Barclays Research has identified humanoid robots as the next major frontier for artificial intelligence, citing rapid advances in AI reasoning, physical actuation, and battery technology that are accelerating commercial deployment. In a new Impact Series report titled The Future of Work: AI Gets Physical, the firm said humanoid robots are increasingly shifting from research environments into real-world applications across manufacturing, logistics, and healthcare.
According to the report, production costs for humanoid robots have fallen roughly 30-fold over the past decade, removing a key barrier to adoption. Barclays said the decline reflects improvements across software intelligence, mechanical motion systems, and energy storage, allowing humanoid platforms to perform complex physical tasks more efficiently and at lower cost.

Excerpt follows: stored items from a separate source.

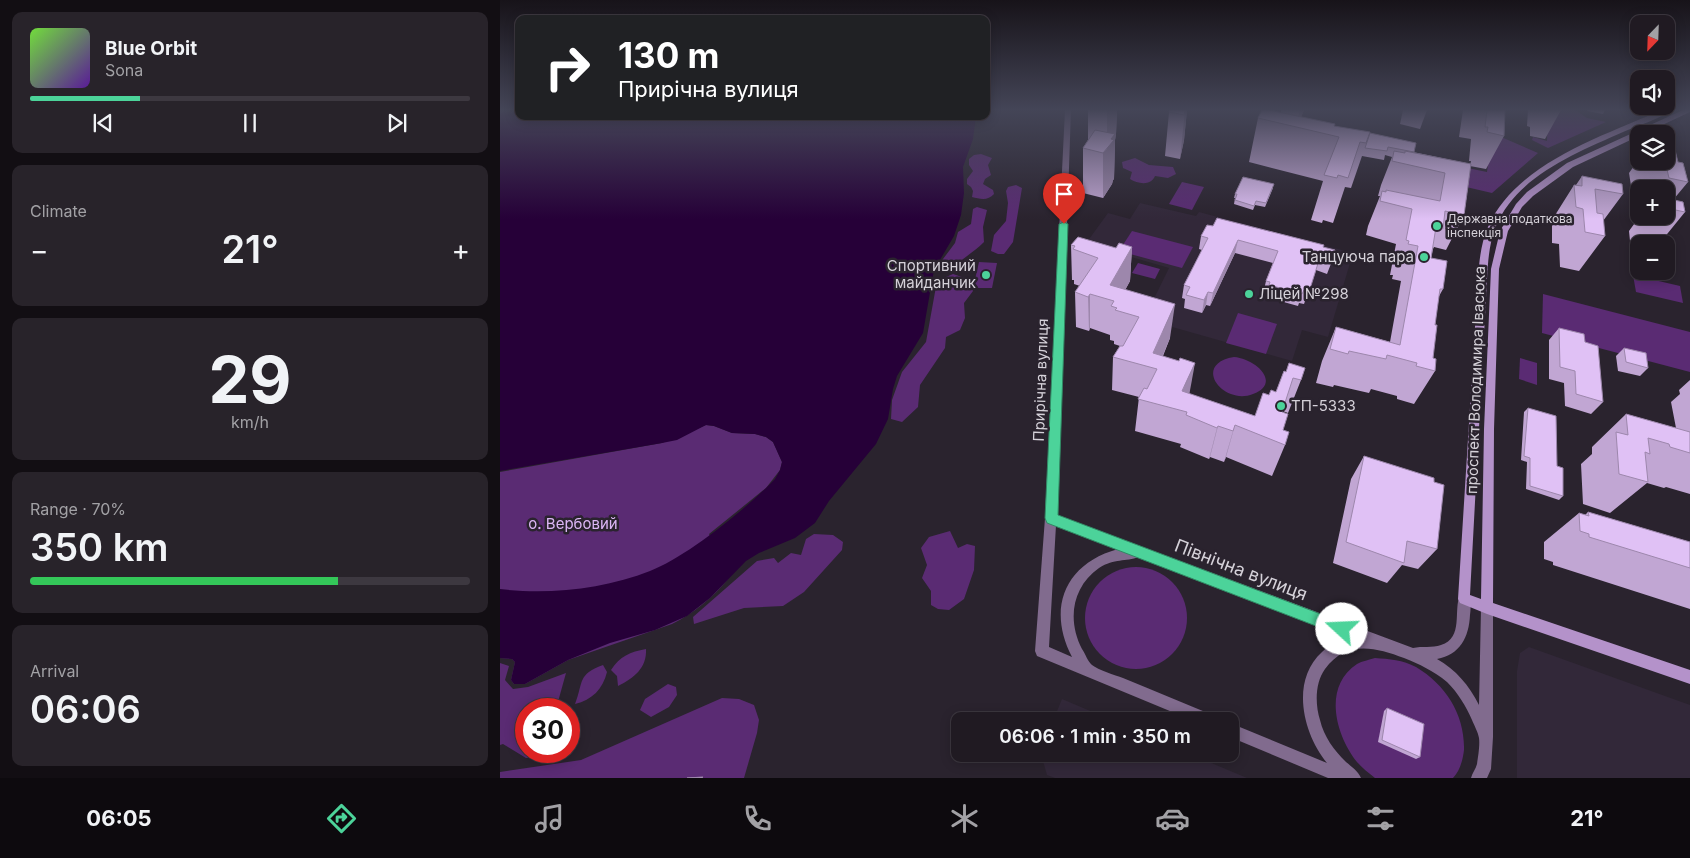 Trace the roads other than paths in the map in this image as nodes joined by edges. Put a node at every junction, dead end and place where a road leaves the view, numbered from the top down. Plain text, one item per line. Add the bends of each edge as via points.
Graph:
1 (1066, 146) edge
2 (1589, 146) edge
3 (1610, 146) edge
4 (1051, 518) junction
5 (1146, 553) junction
6 (1464, 599) junction
7 (1487, 608) junction
8 (1378, 642) junction
9 (1412, 654) junction
10 (1088, 670) junction
11 (1690, 677) edge
12 (1188, 712) edge
13 (1239, 734) edge
14 (1486, 737) junction
15 (1346, 778) edge
16 (1354, 778) edge
17 (1478, 778) edge

1 - 4 street, Прирічна вулиця
2 - 6 street, проспект Володимира Івасюка via 1528,179 1504,202 1492,226 1483,265
3 - 7 street, проспект Володимира Івасюка via 1570,165 1530,194 1504,231 1495,269
4 - 5 street, Північна вулиця
4 - 10 street, Прирічна вулиця via 1042,650
5 - 8 street, Північна вулиця
5 - 10 street, Північна вулиця via 1126,552 1106,557 1089,567 1076,583 1068,602 1067,624 1073,645
6 - 7 street
6 - 9 street via 1465,621 1461,636 1452,646 1441,653
7 - 11 street
7 - 14 street
8 - 9 street, Північна вулиця
8 - 16 street via 1355,641 1334,648 1319,664 1311,685 1310,711 1319,738 1336,764
9 - 14 street via 1446,672 1458,684
10 - 12 street
13 - 15 street
14 - 17 street via 1484,769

The research highlights growing demand driven by aging populations and persistent labor shortages in industrialized economies. Rather than replacing workers outright, Barclays said humanoid robots are likely to augment human labor by taking on repetitive, physically demanding, or hazardous tasks in sectors struggling to attract and retain workers.
Market Growth and Supply Chain Dynamics
Barclays estimates the global humanoid robotics market is currently valued at approximately $2 billion to $3 billion. Under its most optimistic scenario, the firm projects the market could expand to as much as $200 billion by 2035 as adoption scales across industries.

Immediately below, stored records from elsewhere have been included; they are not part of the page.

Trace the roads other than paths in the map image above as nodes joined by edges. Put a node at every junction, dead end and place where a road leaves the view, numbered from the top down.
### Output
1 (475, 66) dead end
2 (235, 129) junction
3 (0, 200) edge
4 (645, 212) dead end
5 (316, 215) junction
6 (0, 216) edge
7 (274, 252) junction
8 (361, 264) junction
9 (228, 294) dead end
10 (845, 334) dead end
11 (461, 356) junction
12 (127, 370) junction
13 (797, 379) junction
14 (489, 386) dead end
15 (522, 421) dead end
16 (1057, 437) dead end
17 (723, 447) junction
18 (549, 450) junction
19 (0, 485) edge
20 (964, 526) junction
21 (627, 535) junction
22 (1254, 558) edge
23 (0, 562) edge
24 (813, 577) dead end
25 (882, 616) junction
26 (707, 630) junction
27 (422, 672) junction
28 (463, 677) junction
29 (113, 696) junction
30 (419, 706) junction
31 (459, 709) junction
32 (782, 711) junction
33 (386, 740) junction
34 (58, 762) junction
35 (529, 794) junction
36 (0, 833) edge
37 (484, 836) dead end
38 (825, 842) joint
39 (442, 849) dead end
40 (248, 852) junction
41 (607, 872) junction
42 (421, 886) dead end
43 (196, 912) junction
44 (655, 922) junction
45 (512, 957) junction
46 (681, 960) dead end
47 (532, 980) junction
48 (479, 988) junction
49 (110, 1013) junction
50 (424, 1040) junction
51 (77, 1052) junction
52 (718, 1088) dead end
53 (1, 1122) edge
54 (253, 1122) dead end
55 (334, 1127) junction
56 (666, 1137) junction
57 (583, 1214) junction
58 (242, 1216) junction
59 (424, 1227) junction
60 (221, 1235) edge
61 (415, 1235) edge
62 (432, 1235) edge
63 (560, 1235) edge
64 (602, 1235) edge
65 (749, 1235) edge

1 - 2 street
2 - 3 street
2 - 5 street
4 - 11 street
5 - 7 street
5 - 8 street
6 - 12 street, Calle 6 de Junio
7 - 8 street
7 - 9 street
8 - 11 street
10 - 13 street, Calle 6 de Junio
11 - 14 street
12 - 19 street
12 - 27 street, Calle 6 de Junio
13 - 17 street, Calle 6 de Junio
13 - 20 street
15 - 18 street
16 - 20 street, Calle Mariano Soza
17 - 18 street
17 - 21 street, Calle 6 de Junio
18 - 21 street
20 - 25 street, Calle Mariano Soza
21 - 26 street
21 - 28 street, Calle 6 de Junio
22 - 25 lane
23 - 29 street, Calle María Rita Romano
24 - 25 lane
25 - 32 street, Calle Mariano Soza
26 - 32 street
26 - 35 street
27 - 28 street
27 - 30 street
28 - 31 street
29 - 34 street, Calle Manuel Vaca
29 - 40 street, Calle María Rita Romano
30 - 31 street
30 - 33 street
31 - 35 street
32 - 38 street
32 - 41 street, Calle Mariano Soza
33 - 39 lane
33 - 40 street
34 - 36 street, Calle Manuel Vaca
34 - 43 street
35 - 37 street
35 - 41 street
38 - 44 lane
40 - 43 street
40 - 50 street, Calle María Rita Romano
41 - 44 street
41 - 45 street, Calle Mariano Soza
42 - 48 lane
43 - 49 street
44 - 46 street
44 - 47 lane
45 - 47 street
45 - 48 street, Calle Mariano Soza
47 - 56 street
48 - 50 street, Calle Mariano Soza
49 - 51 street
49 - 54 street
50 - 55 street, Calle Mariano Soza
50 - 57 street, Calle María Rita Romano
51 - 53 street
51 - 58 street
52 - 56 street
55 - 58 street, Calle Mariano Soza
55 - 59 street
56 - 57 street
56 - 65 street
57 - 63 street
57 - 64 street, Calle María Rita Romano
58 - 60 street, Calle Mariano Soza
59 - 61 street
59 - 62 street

The report notes that actuators, which function as a robot’s mechanical muscles, account for about half of total production costs. This creates an advantage for regions with strong expertise in precision engineering and automotive manufacturing. Barclays said Europe may be particularly well positioned due to its established industrial base in motion control systems, robotics components, and vehicle manufacturing.

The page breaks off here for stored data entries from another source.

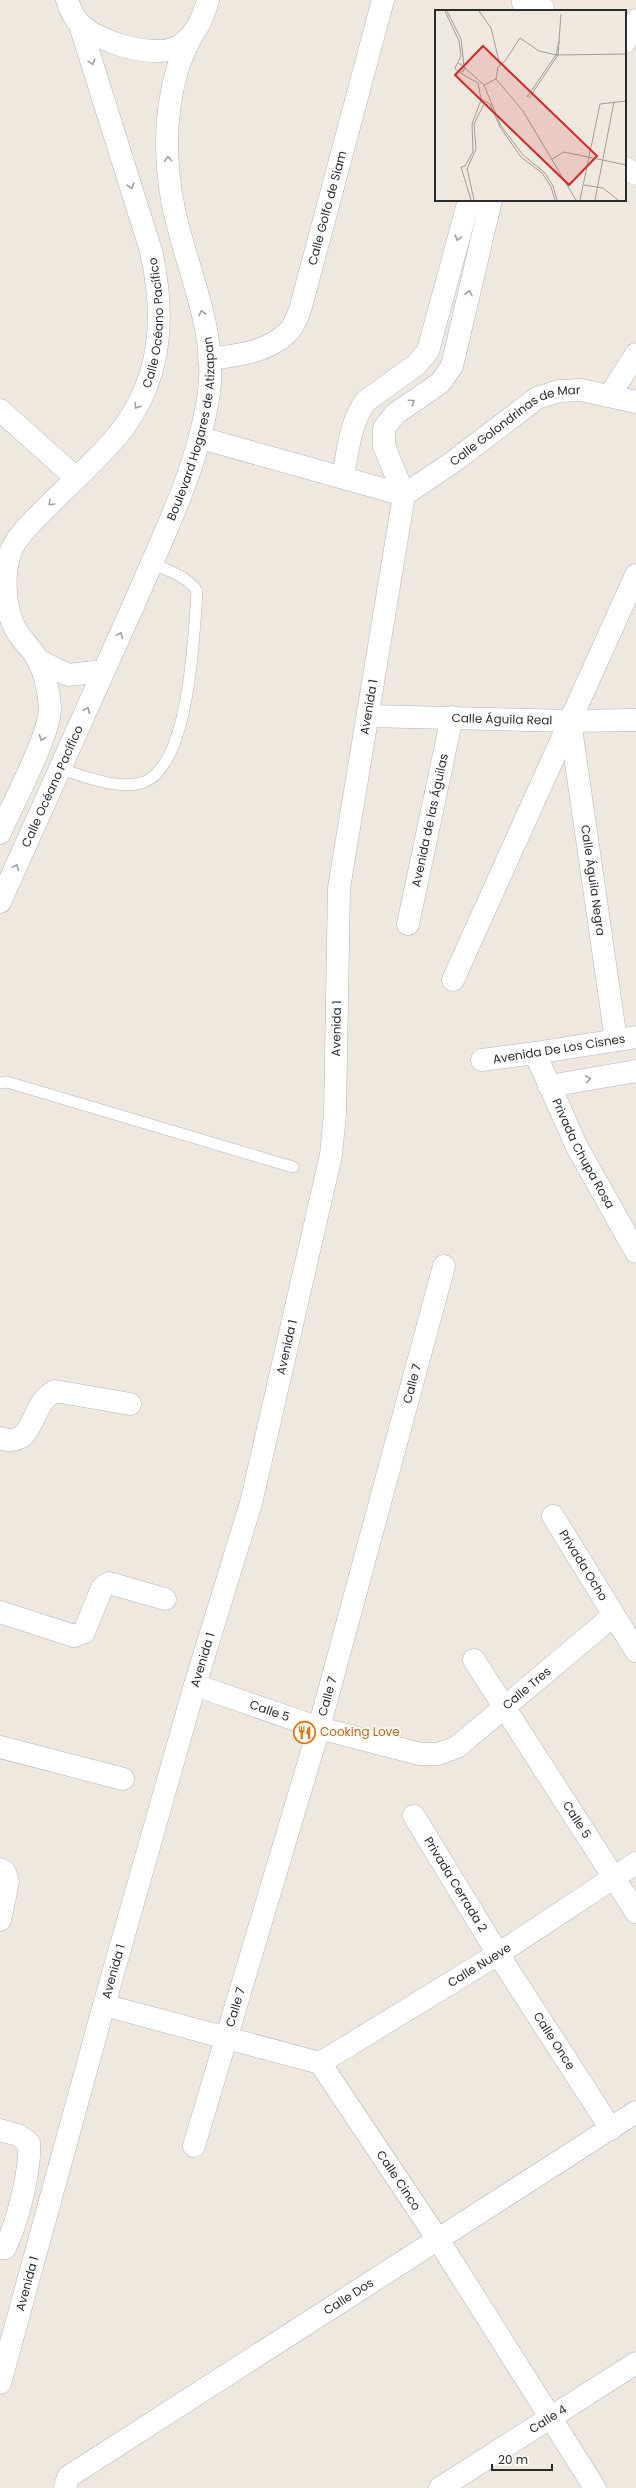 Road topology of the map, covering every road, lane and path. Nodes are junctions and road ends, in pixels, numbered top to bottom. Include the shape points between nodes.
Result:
1 (67, 0) edge
2 (208, 0) edge
3 (383, 0) edge
4 (636, 20) edge
5 (80, 24) junction
6 (191, 37) junction
7 (626, 40) edge
8 (626, 169) edge
9 (636, 174) edge
10 (468, 204) edge
11 (489, 206) edge
12 (428, 351) junction
13 (636, 354) edge
14 (209, 359) junction
15 (452, 366) junction
16 (610, 396) junction
17 (636, 402) edge
18 (0, 410) edge
19 (351, 437) junction
20 (201, 438) junction
21 (384, 446) junction
22 (343, 476) junction
23 (76, 478) junction
24 (404, 495) junction
25 (4, 559) edge
26 (151, 563) junction
27 (636, 575) edge
28 (7, 627) edge
29 (38, 660) junction
30 (104, 671) junction
31 (368, 716) junction
32 (452, 717) junction
33 (570, 720) junction
34 (636, 720) edge
35 (60, 769) junction
36 (0, 833) edge
37 (0, 902) edge
38 (408, 924) dead end
39 (453, 980) dead end
40 (626, 1039) edge
41 (535, 1053) junction
42 (482, 1060) dead end
43 (636, 1071) edge
44 (0, 1083) edge
45 (549, 1086) junction
46 (293, 1167) dead end
47 (636, 1252) edge
48 (444, 1266) dead end
49 (130, 1404) dead end
50 (0, 1438) edge
51 (553, 1516) dead end
52 (165, 1600) dead end
53 (0, 1612) edge
54 (613, 1616) junction
55 (636, 1651) edge
56 (474, 1660) dead end
57 (195, 1685) junction
58 (504, 1708) junction
59 (320, 1728) junction
60 (0, 1747) edge
61 (438, 1754) joint
62 (123, 1778) dead end
63 (414, 1816) dead end
64 (636, 1863) edge
65 (0, 1869) edge
66 (614, 1878) junction
67 (636, 1912) edge
68 (0, 1920) edge
69 (498, 1954) junction
70 (104, 2005) junction
71 (228, 2038) junction
72 (320, 2063) junction
73 (636, 2112) edge
74 (611, 2129) junction
75 (0, 2130) edge
76 (194, 2146) dead end
77 (439, 2240) junction
78 (0, 2248) edge
79 (636, 2363) edge
80 (0, 2383) edge
81 (550, 2418) junction
82 (64, 2486) edge
83 (440, 2488) edge
84 (595, 2488) edge

1 - 5 street, Calle Océano Pacífico via 71,12
2 - 6 street, Boulevard Hogares de Atizapan via 204,16
3 - 14 street, Calle Golfo de Siam via 300,310 289,331 271,346 248,353
4 - 7 street
5 - 6 street via 122,46 145,50 163,51 177,47
5 -> 23 street, Calle Océano Pacífico via 151,251 157,278 159,311 158,345 149,382 139,404 118,435
14 -> 6 street, Boulevard Hogares de Atizapan via 206,332 178,228 167,150 170,108 177,71
8 - 9 street
10 - 11 street
10 -> 12 street
15 -> 11 street
12 - 15 street
12 - 19 street via 416,366 366,401 355,420
13 - 16 street
14 - 20 street, Boulevard Hogares de Atizapan via 209,390
21 -> 15 street via 384,428 389,421 440,383
16 - 17 street, Calle Golondrinas de Mar
16 - 24 street, Calle Golondrinas de Mar via 581,390 559,391 537,398 453,462
18 - 23 street
19 - 21 street
19 - 22 street
20 - 22 street
20 - 26 street, Boulevard Hogares de Atizapan
21 - 24 street
22 - 24 street
23 -> 25 street, Calle Océano Pacífico via 20,535
24 - 31 street, Avenida 1
25 - 28 street, Calle Océano Pacífico via 8,603
30 -> 26 street, Boulevard Hogares de Atizapan
26 - 35 lane via 178,576 197,591 192,663 177,740 163,767 144,782 122,784
27 - 33 street
28 - 29 street, Calle Océano Pacífico
29 - 30 street via 68,675
29 -> 36 street, Calle Océano Pacífico via 50,709 43,736
35 -> 30 street, Calle Océano Pacífico
31 - 32 street, Calle Águila Real
31 - 57 street, Avenida 1 via 340,888 335,1114 331,1155 251,1503
32 - 33 street, Calle Águila Real
32 - 38 street, Avenida de las Águilas
33 - 34 street, Calle Águila Real
33 - 39 street
33 - 40 street, Calle Águila Negra
37 -> 35 street, Calle Océano Pacífico
40 - 41 street, Avenida De Los Cisnes
41 - 42 street, Avenida De Los Cisnes
41 - 45 street, Privada Chupa Rosa
45 -> 43 street
44 - 46 lane via 7,1082
45 - 47 street, Privada Chupa Rosa via 577,1147
48 - 59 street, Calle 7
49 - 50 street via 55,1391 41,1402 26,1433 19,1440 9,1441
51 - 54 street, Privada Ocho
52 - 53 street via 109,1583 102,1588 84,1632 74,1636
54 - 55 street, Privada Ocho
54 - 58 street, Calle Tres
56 - 58 street, Calle 5
57 - 59 street, Calle 5
57 - 70 street, Avenida 1
58 - 61 street, Calle Tres via 456,1747
58 - 66 street, Calle 5
59 - 61 street, Calle 5 via 420,1754
59 - 71 street, Calle 7
60 - 62 street
63 - 69 street, Privada Cerrada 2
64 - 66 street, Calle Nueve
65 - 68 street via 5,1872 8,1882
66 - 67 street, Calle 5
66 - 69 street, Calle Nueve
69 - 72 street, Calle Nueve
69 - 74 street, Calle Once
70 - 71 street
70 - 80 street, Avenida 1
71 - 72 street
71 - 76 street, Calle 7
72 - 77 street, Calle Cinco
73 - 74 street, Calle Dos
74 - 77 street, Calle Dos
75 - 78 street via 18,2135 29,2143 30,2159 11,2236 5,2248
77 - 81 street, Calle Cinco
77 - 82 street, Calle Dos via 68,2477
79 - 81 street, Calle 4
81 - 83 street, Calle 4
81 - 84 street, Calle Cinco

China is also emerging as a dominant force in the sector. The country now accounts for the majority of newly announced humanoid robot models and is rapidly scaling both innovation and manufacturing capacity. Barclays said China’s vertically integrated supply chains and government-backed industrial strategy could accelerate global competition in physical AI systems.
Zornitsa Todorova, head of thematic FICC research at Barclays, described humanoid robots as a structural shift in automation. She said the transition from concept to commercial deployment could have significant implications for labor markets, productivity, and national industrial strategies.
Barclays’ Impact Series emphasizes that humanoid robotics represents a shift in AI-driven value creation from software toward hardware-intensive systems. As production scales, investment opportunities are emerging for actuator manufacturers, precision component suppliers, and automation firms that played a limited role in the first wave of generative AI. Investors are taking notice: Skild AI, for example, recently raised $1.4 billion from SoftBank, Nvidia and others at a valuation above $14 billion to develop a single AI model that can control many types of robots.